Reklama

"Szalone serce": WAŻNE PIOSENKI

Zaczęło się od scenariusza, ale okazało się, że nie jest on najważniejszy. Bad Blake to muzyk i jego utwory są równie istotne. Melodie musiały chwytać za serce, a teksty wzruszać i być prawdziwe. Dobra piosenka musi przemawiać do serc słuchaczy. Z pisania dobrych piosenek słyną T Bone Burnett i zmarły w maju 2009 roku Stephen Bruton.

Zaczęło się od scenariusza, ale okazało się, że nie jest on najważniejszy. Bad Blake to muzyk i jego utwory są równie istotne. Melodie musiały chwytać za serce, a teksty wzruszać i być prawdziwe. Dobra piosenka musi przemawiać do serc słuchaczy. Z pisania dobrych piosenek słyną T Bone Burnett i zmarły w maju 2009 roku Stephen Bruton.

"Realizując film o muzyku country musieliśmy szczególnie zadbać o muzykę. Od razu wiedzieliśmy, że zwrócimy się o pomoc do T Bone'a. Bez niego być może nie nakręcilibyśmy filmu, a nawet jeśli to na pewno nie byłby autentyczny." - mówi Rob Carliner.

Stephen Burton to legenda. Napisał piosenki do takich filmów jak "Bracie, gdzie jesteś?" czy "Spacer po linie". Współpracował z takimi artystami jak Elvis Costello, Roy Orbisom, Tony Bennett, k.d Lang, Alison Krauss, Counting Crows, the Wallflowers, Sam Philips, Gillian Welch czy Ralph Stanley.

Reklama

Filmowcy starali się o współpracę z Burnettem niemal rok. Kiedy Scottowi Cooperowi w końcu udało się spotkać z T Bone'em od razu się dogadali. Kompozytor nie tylko zgodził się napisać muzykę do filmu - został też jednym z jego producentów. Wspomina, że ujęło go słodko-gorzka historia Bada : "Scott Cooper to aktor, początkujący reżyser/scenarzysta, ale i muzyk.
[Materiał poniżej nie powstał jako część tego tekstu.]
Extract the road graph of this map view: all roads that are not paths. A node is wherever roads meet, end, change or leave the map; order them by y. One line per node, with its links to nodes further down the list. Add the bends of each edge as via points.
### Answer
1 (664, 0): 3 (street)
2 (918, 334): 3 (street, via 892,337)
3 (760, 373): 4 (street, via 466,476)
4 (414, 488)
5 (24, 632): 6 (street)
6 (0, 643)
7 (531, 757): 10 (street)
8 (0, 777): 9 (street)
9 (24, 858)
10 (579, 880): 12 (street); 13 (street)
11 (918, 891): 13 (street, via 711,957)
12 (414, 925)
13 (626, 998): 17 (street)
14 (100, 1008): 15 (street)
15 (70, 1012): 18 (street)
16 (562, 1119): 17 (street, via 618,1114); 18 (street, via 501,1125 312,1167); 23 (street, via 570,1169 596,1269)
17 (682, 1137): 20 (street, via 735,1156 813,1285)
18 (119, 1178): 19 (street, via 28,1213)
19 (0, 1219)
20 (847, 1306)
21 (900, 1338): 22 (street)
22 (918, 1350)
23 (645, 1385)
Miałem przeczucie, że możemy zrobić świetny film prawdziwie opowiadający o realiach bycia muzykiem."

Burnett przyznaje, że to właśnie Scott przekonał go do zaangażowania się w film : "Powiedział, że "Szalone serce" będzie ponadczasowe. Uwierzyłem mu. Scott zna się na country, wychowywał się na Południu. Wiedział co robi."

Burnett skontaktował się z długoletnim przyjacielem - gitarzystą, autorem piosenek i producentem muzycznym Stephenem Brutonem, który współpracował z takimi artystami jak Kris Kristofferson, Bonnie Raitt, Hal Ketchum, Willie Nelson, Waylon Jennings, The Highwaymen, Johnny Cash, Jimmy Buffett czy Martina McBride i produkował albumy Alejandro Escovedo, Marcii Ball czy Jimmie'ego Dale'a Gilmore'a. Burton zmarł na raka w maju 2009 roku, gdy prace nad filmem dobiegały końca.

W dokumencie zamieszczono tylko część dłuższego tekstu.